Opinion/Feedback

Hamstring muscle injury is the main injury related to athletics, but also other sports including acceleration and sprints, with important consequences (time loss of sport and re-injury risk). In a prevention approach, a better knowledge of risk factors and mechanisms of these lesions seem relevant, and it can pass through a better understanding of the biomechanical and muscular determinants of performance in sprint and acceleration. The ability to produce a horizontal force on the ground [i.e. orienting the total push backward (or ground force reaction forward)], and to do so despite the increase in running speed, is an important determinant of sprint performance. The hamstring muscles seem to play an important role in this key ability. Evaluation of mechanical properties of sprint including the force-velocity profile and maximum theoretical horizontal force (FH0) and maximum theoretical speed (V0) in sprint is possible in real-practice conditions with simple tools.

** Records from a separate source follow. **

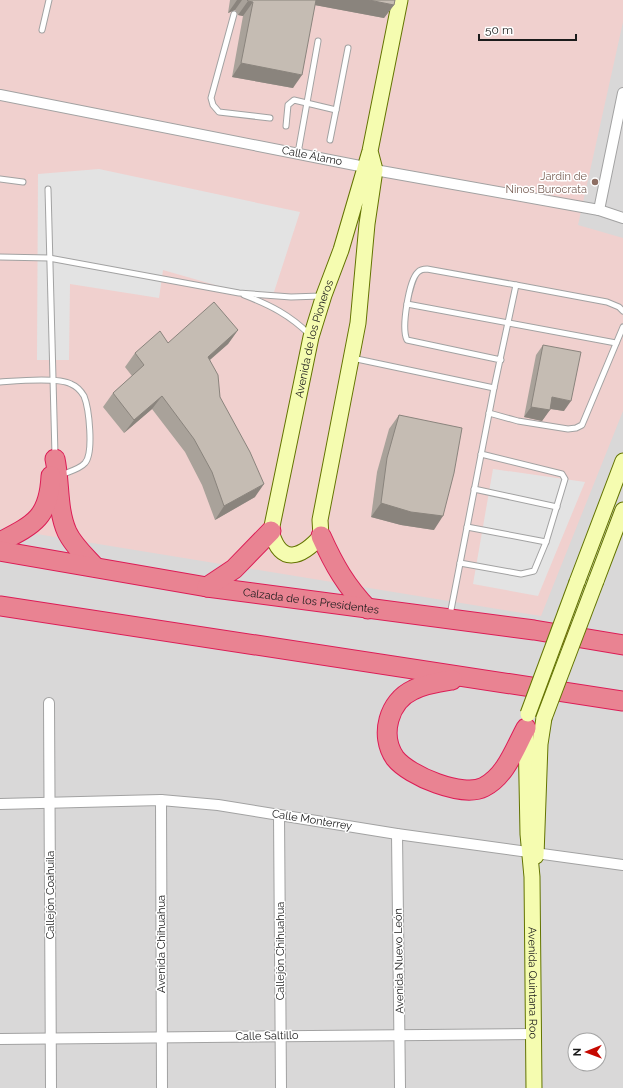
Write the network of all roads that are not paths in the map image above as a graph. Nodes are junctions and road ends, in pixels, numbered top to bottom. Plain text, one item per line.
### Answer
1 (49, 0) edge
2 (400, 0) edge
3 (234, 14) dead end
4 (42, 30) dead end
5 (318, 41) dead end
6 (348, 48) dead end
7 (623, 92) edge
8 (0, 95) edge
9 (307, 103) junction
10 (336, 110) junction
11 (270, 118) dead end
12 (286, 126) dead end
13 (330, 140) dead end
14 (298, 153) junction
15 (370, 168) junction
16 (0, 179) edge
17 (23, 182) dead end
18 (48, 189) dead end
19 (599, 210) junction
20 (623, 218) edge
21 (341, 250) junction
22 (364, 255) junction
23 (0, 257) edge
24 (49, 258) junction
25 (516, 285) junction
26 (239, 293) junction
27 (324, 296) junction
28 (407, 304) junction
29 (623, 311) edge
30 (508, 322) junction
31 (623, 327) edge
32 (312, 337) junction
33 (616, 343) junction
34 (352, 358) junction
35 (501, 360) junction
36 (52, 381) junction
37 (0, 382) edge
38 (494, 388) junction
39 (489, 413) junction
40 (481, 454) junction
41 (623, 461) edge
42 (57, 467) junction
43 (474, 490) junction
44 (557, 507) junction
45 (623, 510) edge
46 (467, 527) junction
47 (271, 531) junction
48 (321, 536) junction
49 (0, 542) edge
50 (546, 542) junction
51 (0, 551) edge
52 (460, 563) junction
53 (95, 567) junction
54 (207, 587) junction
55 (0, 606) edge
56 (368, 609) junction
57 (449, 619) junction
58 (623, 645) edge
59 (466, 677) junction
60 (623, 701) edge
61 (49, 703) dead end
62 (527, 721) junction
63 (161, 800) junction
64 (50, 803) junction
65 (0, 804) edge
66 (279, 815) junction
67 (397, 834) junction
68 (533, 852) junction
69 (623, 866) edge
70 (533, 1034) junction
71 (400, 1035) junction
72 (280, 1036) junction
73 (162, 1037) junction
74 (51, 1038) junction
75 (0, 1039) edge
76 (51, 1088) edge
77 (162, 1088) edge
78 (281, 1088) edge
79 (400, 1088) edge
80 (534, 1088) edge

1 - 4 lane
2 - 15 street
3 - 11 lane
5 - 9 lane
6 - 10 lane
7 - 19 street
8 - 14 street, Calle Álamo
9 - 10 lane
9 - 12 lane
9 - 14 lane
10 - 13 lane
14 - 15 street, Calle Álamo
15 - 19 street, Calle Álamo
15 - 21 street, Avenida de los Pioneros
15 - 22 street
16 - 17 lane
18 - 24 lane
19 - 20 street, Calle Álamo
21 - 22 street
21 - 27 street, Avenida de los Pioneros
22 - 34 street
23 - 24 lane
24 - 26 lane
24 - 36 lane
25 - 28 lane
25 - 29 lane
25 - 30 lane
26 - 27 lane
26 - 32 lane
27 - 32 street, Avenida de los Pioneros
28 - 30 lane
28 - 35 lane
30 - 33 lane
30 - 35 lane
31 - 33 lane
32 - 47 street, Avenida de los Pioneros
33 - 39 lane
34 - 38 lane
34 - 48 street
35 - 38 lane
36 - 37 lane
36 - 42 lane
36 - 42 lane
38 - 39 lane
39 - 40 lane
40 - 43 lane
40 - 44 lane
41 - 62 street, bridge
42 - 49 highway
42 - 53 highway
43 - 44 lane
43 - 46 lane
44 - 50 lane
45 - 68 street, Avenida Quintana Roo, bridge
46 - 50 lane
46 - 52 lane
47 - 48 street
47 - 54 highway
48 - 56 highway
50 - 52 lane
51 - 53 highway, Calzada de los Presidentes
52 - 57 lane
53 - 54 highway, Calzada de los Presidentes
54 - 56 highway, Calzada de los Presidentes
55 - 59 highway
56 - 57 highway, Calzada de los Presidentes
57 - 58 highway, Calzada de los Presidentes
59 - 60 highway
59 - 62 highway
61 - 64 street, Callejón Coahuila
62 - 68 street, Avenida Quintana Roo
63 - 64 street, Calle Monterrey
63 - 66 street, Calle Monterrey
63 - 73 street, Avenida Chihuahua
64 - 65 street, Calle Monterrey
64 - 74 street, Callejón Coahuila
66 - 67 street, Calle Monterrey
66 - 72 street, Callejón Chihuahua
67 - 68 street, Calle Monterrey
67 - 71 street, Avenida Nuevo León
68 - 69 street, Calle Monterrey
68 - 70 street, Avenida Quintana Roo
70 - 71 street, Calle Saltillo
70 - 80 street, Avenida Quintana Roo
71 - 72 street, Calle Saltillo
71 - 79 street, Avenida Nuevo León
72 - 73 street, Calle Saltillo
72 - 78 street, Callejón Chihuahua
73 - 74 street, Calle Saltillo
73 - 77 street, Avenida Chihuahua
74 - 75 street, Calle Saltillo
74 - 76 street, Callejón Coahuila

Studies have reported a change in the force-velocity profile and decrease in FH0 following hamstring muscle injury, which could be a consequence of the injury. This approach to analyse the hamstring propulsion function at a maximum acceleration sprint looks promising given the very functional and ecological character in a field evaluation, close links between the function and strength of hamstring and the horizontal force sprint, and these encouraging preliminary scientific results. This force-velocity profile evaluation could be used to guide the return to sprint and allow authorisation to maximum sprint after hamstring muscle injury, but also to screen athletes at risk of hamstring muscle injury.